Why Orthodox Jews Marched For Racial Justice

Note: This week I am doing a series called “Rejected Pieces” which will include pieces that I’ve recently had either rejected or bumped from some outlets.  The following piece was meant to go in a mainstream news outlet the day after the New York March for Racial Justice. Then Vegas happened.

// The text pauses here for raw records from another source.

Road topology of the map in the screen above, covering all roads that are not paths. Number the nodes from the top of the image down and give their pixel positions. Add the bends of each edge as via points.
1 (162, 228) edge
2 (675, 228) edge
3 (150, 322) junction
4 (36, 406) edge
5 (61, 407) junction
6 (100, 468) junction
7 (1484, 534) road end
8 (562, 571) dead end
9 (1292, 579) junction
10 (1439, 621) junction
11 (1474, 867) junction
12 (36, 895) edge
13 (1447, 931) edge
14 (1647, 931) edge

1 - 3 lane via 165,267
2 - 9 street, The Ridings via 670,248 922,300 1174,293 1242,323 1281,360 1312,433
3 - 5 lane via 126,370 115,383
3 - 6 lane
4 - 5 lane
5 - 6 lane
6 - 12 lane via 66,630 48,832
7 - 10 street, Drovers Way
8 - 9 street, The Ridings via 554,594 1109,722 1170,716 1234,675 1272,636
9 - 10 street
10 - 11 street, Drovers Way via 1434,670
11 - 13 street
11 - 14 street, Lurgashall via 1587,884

So, thanks to the encouragement of my fellow marchers, I’ve decided to publish it here as part of this series.

 

Some of us have lost friends.  Some have lost touch with family members.  Some have ridden a wave of hateful and vile comments directed at them by their fellow community members: online, at synagogue, even on the streets.

We are the anti-Trump orthodox Jews.

We are Jews so disgusted and sickened by Trump, a man who represents the opposite of our beliefs.  A man who fights to hurt the helpless and protect the powerful.  A man who brags about abusing women as if it a sport.  A man who uses our beloved Israel as one might a poker chip, throwing it around to gain leverage without any true concern for it.

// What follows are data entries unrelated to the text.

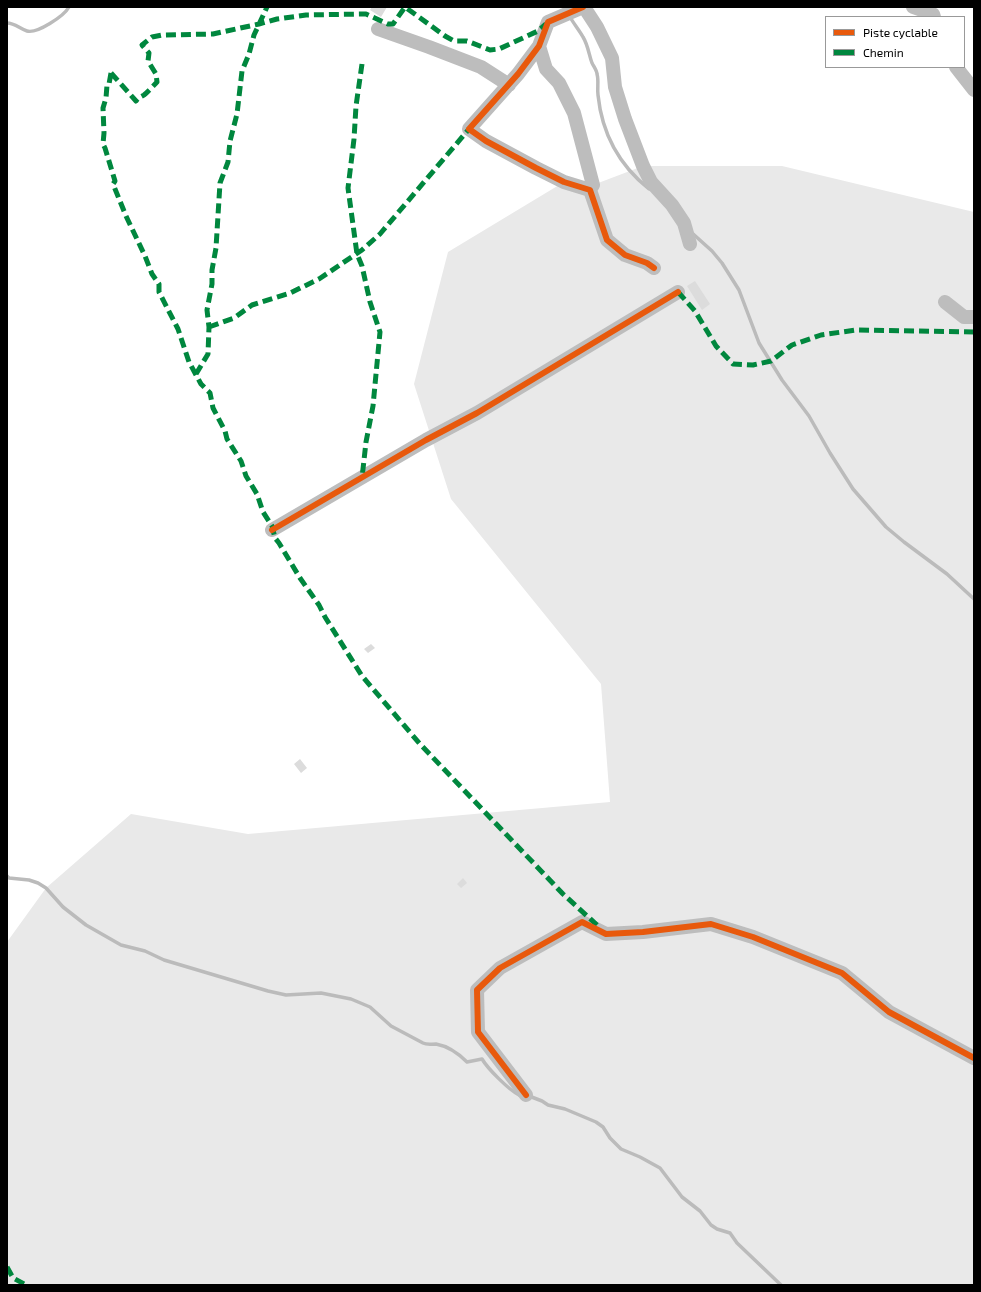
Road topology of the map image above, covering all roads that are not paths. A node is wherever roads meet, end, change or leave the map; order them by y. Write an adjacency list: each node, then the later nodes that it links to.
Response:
1 (584, 7): 5 (street); 10 (street)
2 (913, 7): 3 (street)
3 (934, 16)
4 (378, 29): 7 (street)
5 (540, 46): 7 (street); 9 (street)
6 (957, 68): 8 (street)
7 (509, 85): 9 (street)
8 (974, 90)
9 (590, 190): 11 (street)
10 (690, 244)
11 (654, 268)
12 (678, 292): 15 (street)
13 (945, 302): 14 (street)
14 (974, 318)
15 (272, 530)
16 (974, 1058): 17 (street)
17 (526, 1095)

That is why we lost friends and family members.  Because as we watched the country embrace him, we were shocked to see our own community members do the same.  The experience for many of us was something like entering the Upside Down of Stranger Things: we were in the same place, but everything suddenly felt ugly and wrong.

And until yesterday, we were in the shadows.  Some of the lone ones (like myself) were out proudly, but so many others lurked.  Afraid to come out.  To be seen.

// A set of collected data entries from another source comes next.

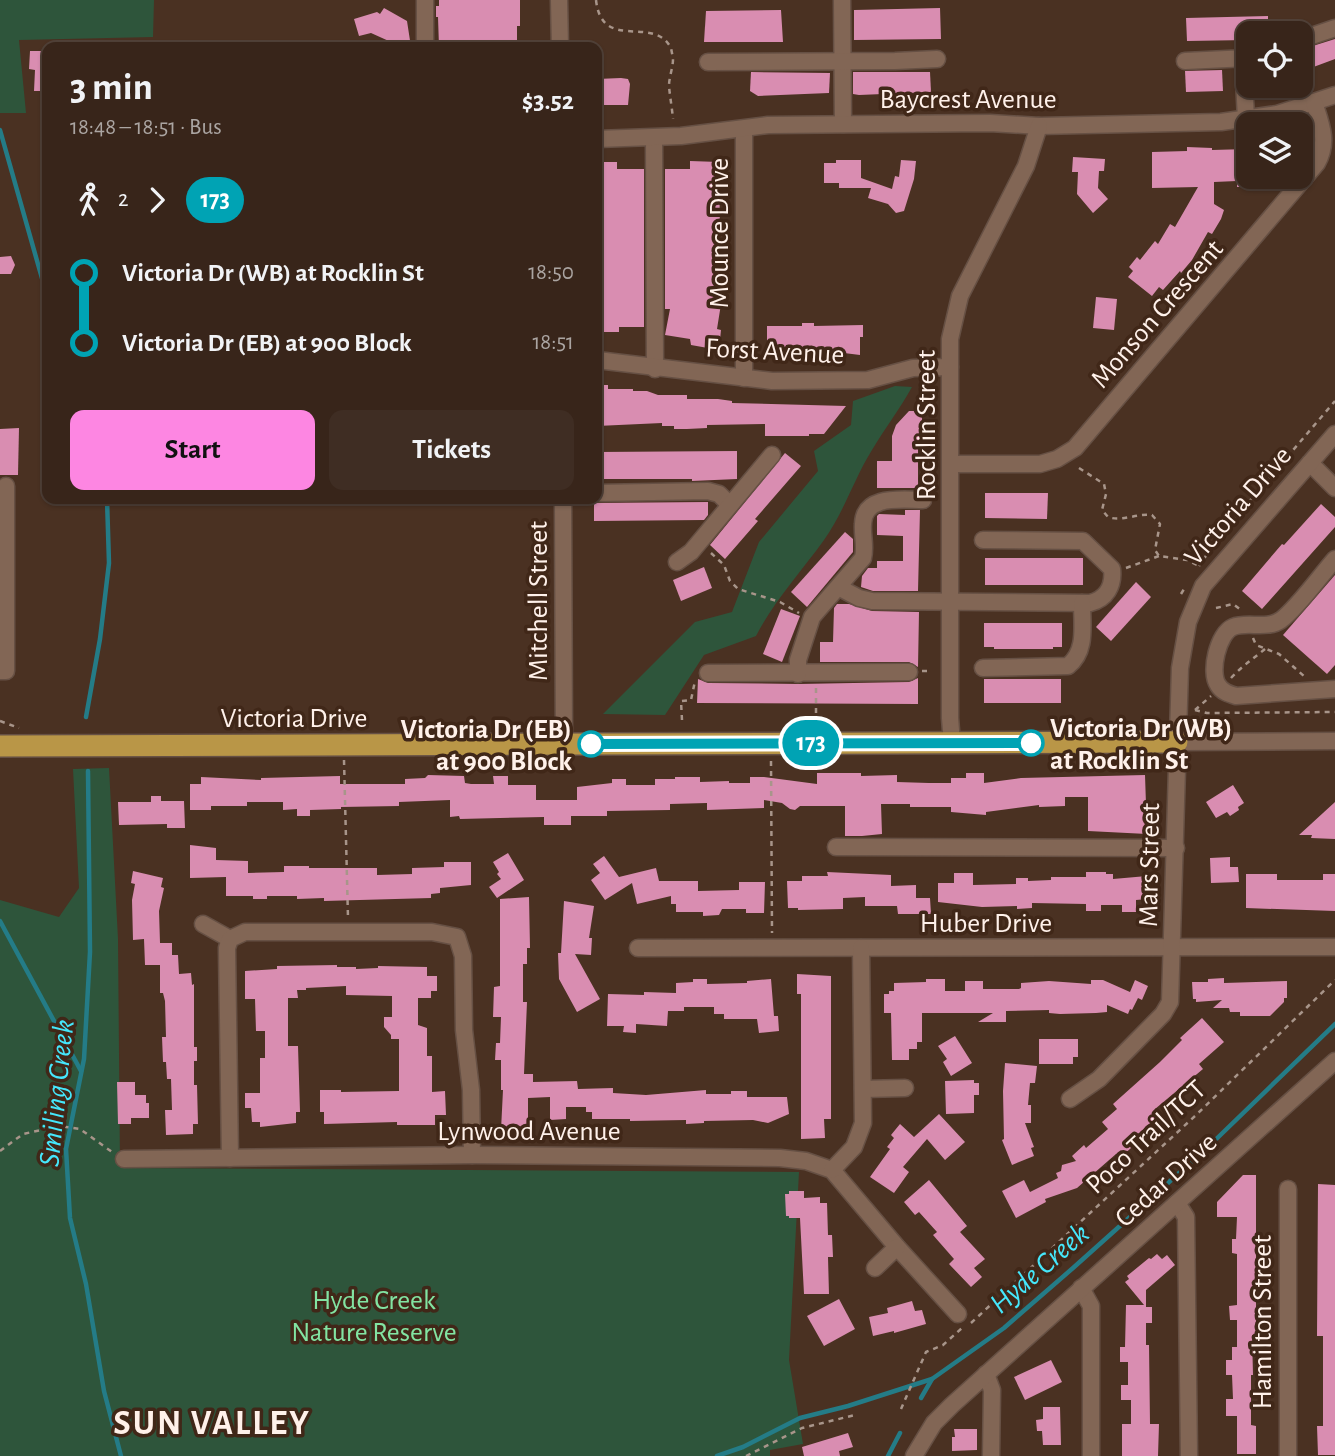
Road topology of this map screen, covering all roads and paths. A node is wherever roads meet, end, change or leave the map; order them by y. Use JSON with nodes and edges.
{"nodes":[{"id":1,"x":425,"y":0,"type":"edge"},
{"id":2,"x":559,"y":0,"type":"edge"},
{"id":3,"x":596,"y":0,"type":"edge"},
{"id":4,"x":842,"y":0,"type":"edge"},
{"id":5,"x":1335,"y":28,"type":"edge"},
{"id":6,"x":1313,"y":36,"type":"edge"},
{"id":7,"x":425,"y":42,"type":"edge"},
{"id":8,"x":560,"y":42,"type":"edge"},
{"id":9,"x":937,"y":59,"type":"dead end"},
{"id":10,"x":1236,"y":59,"type":"edge"},
{"id":11,"x":842,"y":61,"type":"junction"},
{"id":12,"x":1185,"y":61,"type":"dead end"},
{"id":13,"x":708,"y":62,"type":"dead end"},
{"id":14,"x":1335,"y":95,"type":"edge"},
{"id":15,"x":1314,"y":102,"type":"junction"},
{"id":16,"x":1283,"y":112,"type":"edge"},
{"id":17,"x":673,"y":119,"type":"dead end"},
{"id":18,"x":1236,"y":119,"type":"edge"},
{"id":19,"x":843,"y":124,"type":"junction"},
{"id":20,"x":1039,"y":126,"type":"junction"},
{"id":21,"x":744,"y":129,"type":"junction"},
{"id":22,"x":654,"y":138,"type":"junction"},
{"id":23,"x":602,"y":139,"type":"edge"},
{"id":24,"x":602,"y":361,"type":"edge"},
{"id":25,"x":950,"y":367,"type":"junction"},
{"id":26,"x":655,"y":369,"type":"junction"},
{"id":27,"x":744,"y":378,"type":"junction"},
{"id":28,"x":1335,"y":401,"type":"edge"},
{"id":29,"x":1335,"y":434,"type":"edge"},
{"id":30,"x":772,"y":455,"type":"dead end"},
{"id":31,"x":1310,"y":463,"type":"junction"},
{"id":32,"x":951,"y":464,"type":"junction"},
{"id":33,"x":1079,"y":468,"type":"dead end"},
{"id":34,"x":6,"y":486,"type":"dead end"},
{"id":35,"x":1335,"y":488,"type":"edge"},
{"id":36,"x":602,"y":493,"type":"edge"},
{"id":37,"x":923,"y":500,"type":"dead end"},
{"id":38,"x":563,"y":504,"type":"edge"},
{"id":39,"x":730,"y":505,"type":"junction"},
{"id":40,"x":983,"y":540,"type":"dead end"},
{"id":41,"x":3,"y":541,"type":"edge"},
{"id":42,"x":699,"y":543,"type":"junction"},
{"id":43,"x":1159,"y":556,"type":"junction"},
{"id":44,"x":1335,"y":559,"type":"edge"},
{"id":45,"x":677,"y":562,"type":"dead end"},
{"id":46,"x":1114,"y":573,"type":"junction"},
{"id":47,"x":1187,"y":585,"type":"dead end"},
{"id":48,"x":840,"y":588,"type":"junction"},
{"id":49,"x":1181,"y":594,"type":"dead end"},
{"id":50,"x":950,"y":602,"type":"junction"},
{"id":51,"x":1082,"y":603,"type":"junction"},
{"id":52,"x":812,"y":617,"type":"junction"},
{"id":53,"x":1252,"y":632,"type":"dead end"},
{"id":54,"x":1265,"y":649,"type":"junction"},
{"id":55,"x":983,"y":668,"type":"dead end"},
{"id":56,"x":0,"y":671,"type":"edge"},
{"id":57,"x":1228,"y":671,"type":"dead end"},
{"id":58,"x":908,"y":672,"type":"dead end"},
{"id":59,"x":797,"y":674,"type":"junction"},
{"id":60,"x":1292,"y":677,"type":"dead end"},
{"id":61,"x":1305,"y":677,"type":"junction"},
{"id":62,"x":701,"y":678,"type":"joint"},
{"id":63,"x":816,"y":686,"type":"dead end"},
{"id":64,"x":1333,"y":690,"type":"edge"},
{"id":65,"x":1216,"y":692,"type":"dead end"},
{"id":66,"x":1335,"y":712,"type":"edge"},
{"id":67,"x":682,"y":720,"type":"dead end"},
{"id":68,"x":816,"y":720,"type":"dead end"},
{"id":69,"x":1335,"y":741,"type":"edge"},
{"id":70,"x":1177,"y":742,"type":"junction"},
{"id":71,"x":952,"y":743,"type":"junction"},
{"id":72,"x":564,"y":744,"type":"junction"},
{"id":73,"x":771,"y":744,"type":"junction"},
{"id":74,"x":0,"y":746,"type":"edge"},
{"id":75,"x":345,"y":765,"type":"dead end"},
{"id":76,"x":836,"y":847,"type":"dead end"},
{"id":77,"x":1176,"y":848,"type":"junction"},
{"id":78,"x":203,"y":923,"type":"dead end"},
{"id":79,"x":348,"y":932,"type":"junction"},
{"id":80,"x":230,"y":939,"type":"junction"},
{"id":81,"x":772,"y":947,"type":"junction"},
{"id":82,"x":1335,"y":947,"type":"edge"},
{"id":83,"x":638,"y":948,"type":"dead end"},
{"id":84,"x":861,"y":948,"type":"junction"},
{"id":85,"x":1173,"y":948,"type":"junction"},
{"id":86,"x":1335,"y":980,"type":"edge"},
{"id":87,"x":1335,"y":1061,"type":"edge"},
{"id":88,"x":905,"y":1088,"type":"dead end"},
{"id":89,"x":863,"y":1089,"type":"junction"},
{"id":90,"x":1070,"y":1099,"type":"dead end"},
{"id":91,"x":0,"y":1151,"type":"edge"},
{"id":92,"x":472,"y":1155,"type":"junction"},
{"id":93,"x":230,"y":1158,"type":"junction"},
{"id":94,"x":124,"y":1159,"type":"joint"},
{"id":95,"x":832,"y":1170,"type":"junction"},
{"id":96,"x":1288,"y":1189,"type":"dead end"},
{"id":97,"x":1177,"y":1203,"type":"junction"},
{"id":98,"x":897,"y":1247,"type":"junction"},
{"id":99,"x":875,"y":1268,"type":"dead end"},
{"id":100,"x":1081,"y":1288,"type":"junction"},
{"id":101,"x":958,"y":1314,"type":"dead end"},
{"id":102,"x":986,"y":1374,"type":"junction"},
{"id":103,"x":901,"y":1409,"type":"dead end"},
{"id":104,"x":855,"y":1415,"type":"dead end"},
{"id":105,"x":746,"y":1456,"type":"edge"},
{"id":106,"x":914,"y":1456,"type":"edge"},
{"id":107,"x":991,"y":1456,"type":"edge"},
{"id":108,"x":1091,"y":1456,"type":"edge"},
{"id":109,"x":1189,"y":1456,"type":"edge"},
{"id":110,"x":1288,"y":1456,"type":"edge"}],
"edges":[{"from":1,"to":7,"type":"street"},
{"from":2,"to":8,"type":"street"},
{"from":3,"to":17,"type":"path"},
{"from":4,"to":11,"type":"street"},
{"from":5,"to":6,"type":"street"},
{"from":9,"to":11,"type":"street"},
{"from":10,"to":12,"type":"street"},
{"from":11,"to":13,"type":"street"},
{"from":11,"to":19,"type":"street"},
{"from":14,"to":15,"type":"street","name":"Baycrest Avenue"},
{"from":15,"to":16,"type":"street","name":"Baycrest Avenue"},
{"from":15,"to":32,"type":"street","name":"Monson Crescent"},
{"from":18,"to":20,"type":"street","name":"Baycrest Avenue"},
{"from":19,"to":20,"type":"street","name":"Baycrest Avenue"},
{"from":19,"to":21,"type":"street","name":"Baycrest Avenue"},
{"from":20,"to":25,"type":"street","name":"Rocklin Street"},
{"from":21,"to":22,"type":"street","name":"Baycrest Avenue"},
{"from":21,"to":27,"type":"street","name":"Mounce Drive"},
{"from":22,"to":23,"type":"street","name":"Baycrest Avenue"},
{"from":22,"to":26,"type":"street"},
{"from":24,"to":26,"type":"street","name":"Forst Avenue"},
{"from":25,"to":27,"type":"street","name":"Forst Avenue"},
{"from":25,"to":32,"type":"street","name":"Rocklin Street"},
{"from":26,"to":27,"type":"street","name":"Forst Avenue"},
{"from":28,"to":43,"type":"path"},
{"from":29,"to":31,"type":"street","name":"Victoria Drive"},
{"from":30,"to":39,"type":"street"},
{"from":31,"to":35,"type":"street"},
{"from":31,"to":70,"type":"street","name":"Victoria Drive"},
{"from":32,"to":50,"type":"street","name":"Rocklin Street"},
{"from":33,"to":43,"type":"path"},
{"from":34,"to":41,"type":"street"},
{"from":36,"to":39,"type":"street"},
{"from":37,"to":48,"type":"street"},
{"from":38,"to":72,"type":"street","name":"Mitchell Street"},
{"from":39,"to":42,"type":"street"},
{"from":40,"to":46,"type":"street"},
{"from":41,"to":56,"type":"street"},
{"from":42,"to":45,"type":"street"},
{"from":42,"to":52,"type":"path"},
{"from":43,"to":46,"type":"path"},
{"from":44,"to":64,"type":"street"},
{"from":46,"to":51,"type":"street"},
{"from":47,"to":49,"type":"path"},
{"from":48,"to":50,"type":"street"},
{"from":48,"to":52,"type":"street"},
{"from":50,"to":51,"type":"street"},
{"from":50,"to":71,"type":"street","name":"Rocklin Street"},
{"from":51,"to":55,"type":"street"},
{"from":52,"to":59,"type":"street"},
{"from":53,"to":54,"type":"path"},
{"from":54,"to":57,"type":"path"},
{"from":54,"to":61,"type":"path"},
{"from":58,"to":59,"type":"street"},
{"from":59,"to":62,"type":"street"},
{"from":60,"to":61,"type":"path"},
{"from":61,"to":64,"type":"path"},
{"from":62,"to":67,"type":"path"},
{"from":63,"to":68,"type":"path"},
{"from":65,"to":66,"type":"path"},
{"from":69,"to":70,"type":"street","name":"Victoria Drive"},
{"from":70,"to":71,"type":"main road","name":"Victoria Drive"},
{"from":70,"to":77,"type":"street","name":"Mars Street"},
{"from":71,"to":73,"type":"main road","name":"Victoria Drive"},
{"from":72,"to":73,"type":"main road","name":"Victoria Drive"},
{"from":72,"to":74,"type":"main road","name":"Victoria Drive"},
{"from":73,"to":81,"type":"path"},
{"from":75,"to":79,"type":"path"},
{"from":76,"to":77,"type":"street"},
{"from":77,"to":85,"type":"street","name":"Mars Street"},
{"from":78,"to":80,"type":"street"},
{"from":79,"to":80,"type":"street"},
{"from":79,"to":92,"type":"street"},
{"from":80,"to":93,"type":"street"},
{"from":81,"to":83,"type":"street","name":"Huber Drive"},
{"from":81,"to":84,"type":"street","name":"Huber Drive"},
{"from":82,"to":85,"type":"street","name":"Huber Drive"},
{"from":84,"to":85,"type":"street","name":"Huber Drive"},
{"from":84,"to":89,"type":"street"},
{"from":85,"to":90,"type":"street","name":"Mars Street"},
{"from":86,"to":103,"type":"path","name":"Poco Trail/TCT"},
{"from":87,"to":97,"type":"street","name":"Cedar Drive"},
{"from":88,"to":89,"type":"street"},
{"from":89,"to":95,"type":"street"},
{"from":91,"to":94,"type":"path"},
{"from":92,"to":93,"type":"street","name":"Lynwood Avenue"},
{"from":92,"to":95,"type":"street","name":"Lynwood Avenue"},
{"from":93,"to":94,"type":"street","name":"Lynwood Avenue"},
{"from":95,"to":98,"type":"street"},
{"from":96,"to":110,"type":"street","name":"Hamilton Street"},
{"from":97,"to":100,"type":"street","name":"Cedar Drive"},
{"from":97,"to":109,"type":"street"},
{"from":98,"to":99,"type":"street"},
{"from":98,"to":101,"type":"street"},
{"from":100,"to":102,"type":"street","name":"Cedar Drive"},
{"from":100,"to":108,"type":"street"},
{"from":102,"to":106,"type":"street","name":"Cedar Drive"},
{"from":102,"to":107,"type":"street"},
{"from":104,"to":105,"type":"path"}]}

Why?  For many people, it was fear of public shaming.  They saw the virtual beating people like me took for speaking up and decided not to risk the same.  Others are enmeshed in a world where being overtly political (if you’re not conservative) can mean trouble for kids at school, painful experiences with the people you must spend at least one day a week with, and more.  For some, the simple experience of losing even one friend or losing touch with a family member was so painful that being overtly political just didn’t seem worth it.

And then there is the other side: the fear of the left.  The fear of a growing anti-Semitism in the ranks of activists in particular, on college campuses especially.  The fear of being ostracized at marches.  The fear of aligning ourselves with things like BDS, which for many of us feels akin to betraying our own people.

All of this explains why the biggest anti-Trump orthodox Jewish group, Torah Trumps Hate, started by a visionary former orthodox woman, Victoria Cook, operated in secrecy for almost a year.  It’s why it was mainly created as a place to vent.  There seemed to be no place for us.  

Only fear.  Fear of the insanity of Trump’s America.  Fear of our communities.  Fear of activists who might demonize us if we tried to join them.

In fact, the very idea of activism wasn’t even in our sights.  Individually, perhaps.  But collectively?  Hardly.  We were a home for those who felt they did not have a home, and that was all.

And yet, yesterday, that changed.

Yesterday, we went into the streets the day after Yom Kippur to join the March for Racial Justice.

Yesterday, almost a hundred of us appeared seemingly out of nowhere to stand up for a cause we care deeply about.

What changed?

We’d had enough.

Enough of feeling marginalized.  Enough of marginalizing ourselves.

The cause is too large.  The stakes too high.  The innocent lives at risk too in danger.

That is simply all there is to it.

Yes, Charlottesville awoke something in us.  It activated our decision to march publicly.  Seeing men proudly yelling for Jews to be killed, while themselves killing a woman in an act of terror, touched something powerful in us.  Even worse was seeing the muted response of our leaders and communities.

Yes, that was the spark.  But it is not the fire.

The fire is what has been building since the election.  Since the moment Trump came onto the scene and so many of us have felt alone for so long.  It’s the fire of simply needing to do what is right.  To do what God demands of us: to live our lives morally, despite the cost.

So, for us, this was simply the inevitable result of having stood silently for too long.  The result of having let others dictate our actions for too long.

When we publicly announced our decision to join New York’s March for Racial Justice, there was a flood of responses: people had been dying to do this.  The dam holding back their righteous anger and need to act had been broken.

And so we marched.  And we heard some things we didn’t like hearing.  But for the most part, what we saw is what mattered so much more.

We saw women in tichels (traditional head wraps) and sheitels (wigs).  We saw a group doing afternoon prayers together in the middle of the rally.  Some holding signs that said “Torah Trumps Hate” and others with signs that had quotes from the Torah to make the point.

And all of that together, and mixed in, with the people we were fighting alongside.  The people of color who this march was really about. To see kippas, tichels, and wigs, mixed in with such a march was beyond moving.  And it was a reminder that whatever uncomfortability we experienced was nothing relative to being part of something larger than ourselves.

Part of the conversation, part of doing the right thing.

Yes, there may be consequences.  Yes, it will be hard to negotiate the painful reality of our disagreements with some activists.

But it’s worth it.

Because we’re finally doing what we were meant to do: not just wallow in our silence, but act on our convictions.